Unkindness takes things the furthest, into more hostile atmosphere. A broody frown of menacing sound for openers, with sparse, warping antique sequencers and distant electronic booms. Arid knuckle-tapping hand drums, trumpet decorations fluttering down like flaking gold plaster, quiet robotic emissions from the tenor sax all hanging inside a vast bleak whoosh of ambience. It’s like being an ant trapped inside an enormous high altitude jet engine at cruising power, miles and miles above the earth: everything around you is far too big for you to comprehend, or to destroy you, but it can and does cause a profound sense of dislocation and discomfort. True, the jazz does win through when the ambience drops out to make way for trumpet, sax and conga, but it’s not long before things are back to the Moog-warping sounds of the intro. This is what you’d get if Labradford or Biosphere took up a residency at Birdland.
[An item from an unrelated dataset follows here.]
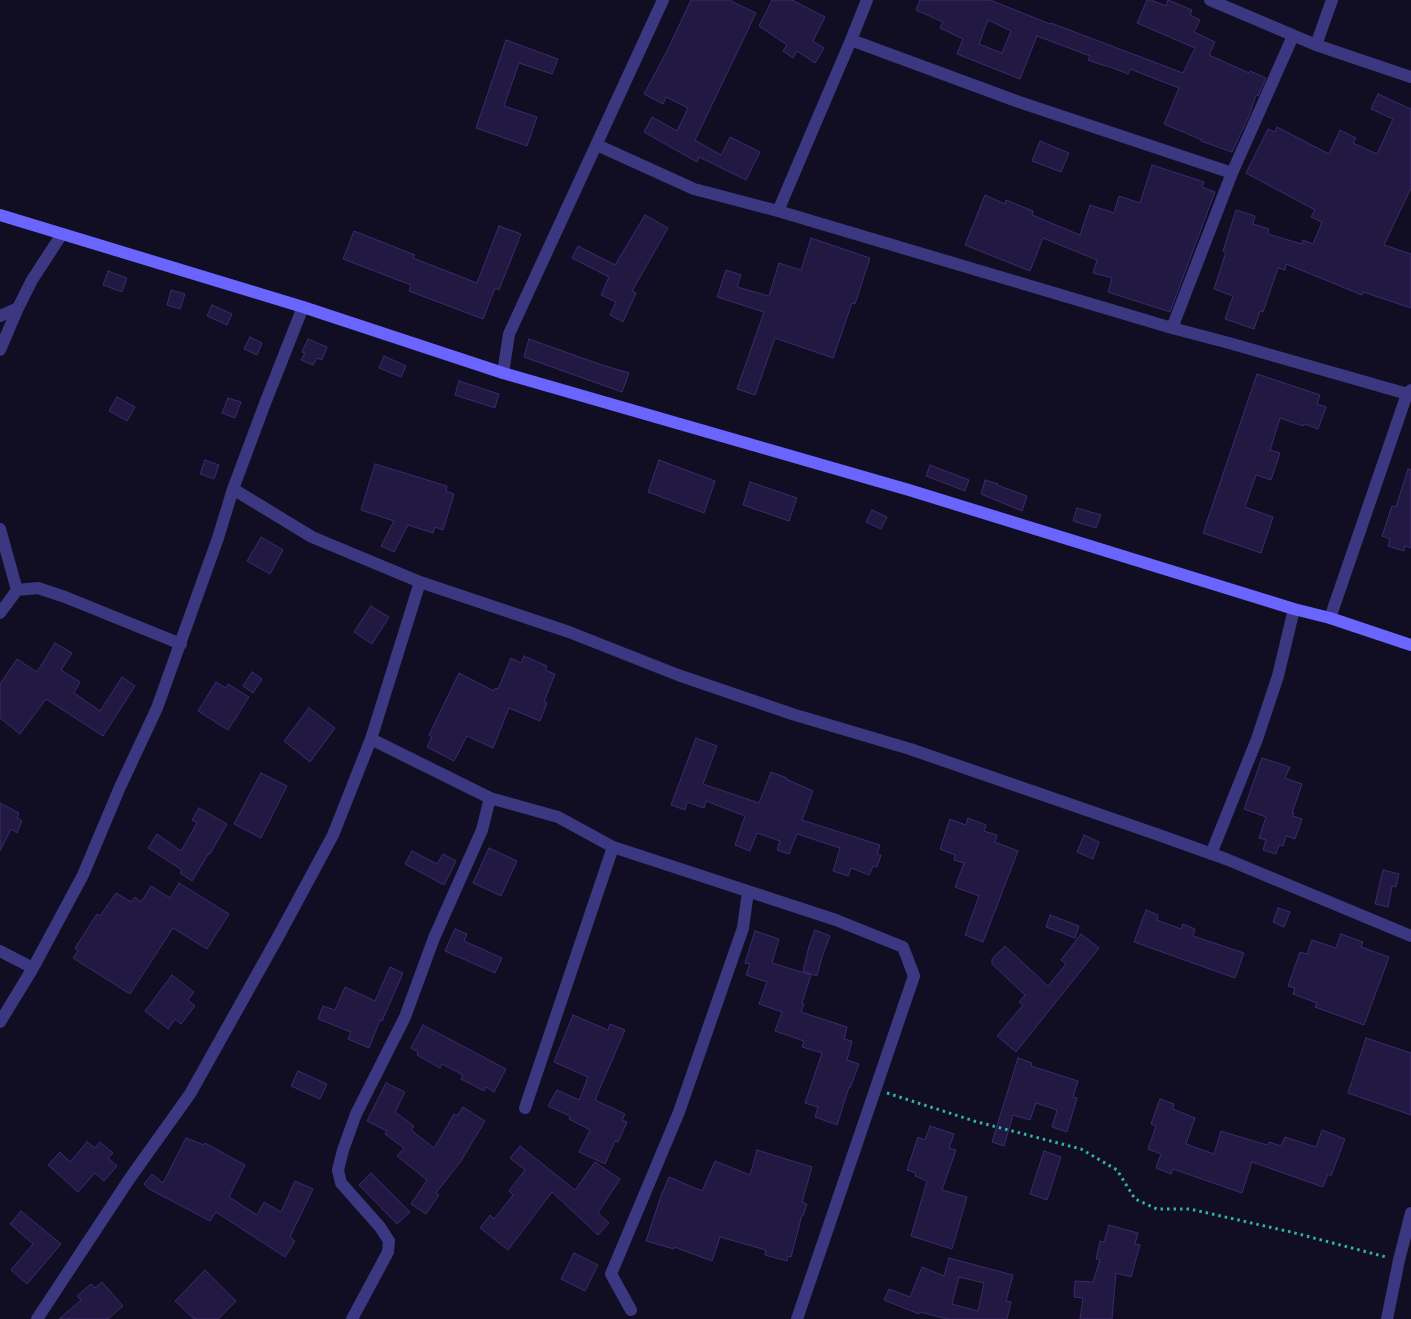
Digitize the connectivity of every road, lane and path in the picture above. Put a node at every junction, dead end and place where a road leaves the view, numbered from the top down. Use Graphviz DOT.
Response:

When they’re stretching themselves, or letting their sense of history shake hands with their zest for technology, Blowpipe are grasping at music far beyond simple genre; inhaling air and transmuting it via both electronics and manual valves into something new. You could call it all post-rock-jazz if that wasn’t such a stupid name. “Encryption fusion” might be a better way of putting it. ‘First Circle’ is certainly one to put up on the phuture-jazz shelf with Guru’s ‘Jazzmatazz’, Courtney Pine’s work with DJ Pogo, and Us3’s ‘Hand On the Torch’. This is breath-driven futurism: at their best, Blowpipe aim and – puff – hit the mark.

Blowpipe: ‘First Circle’
Needlework Records, STITCH6CD/LP (5 034061 000629)
CD/vinyl album
Released:
26th May 1997
Get it from: (2020 update) Best obtained second-hand or streamed.
Blowpipe online:
MySpace Amazon Music
Additional notes: Robin Blick now leads Blick Trio; Andrew Blick leads Gyratory System.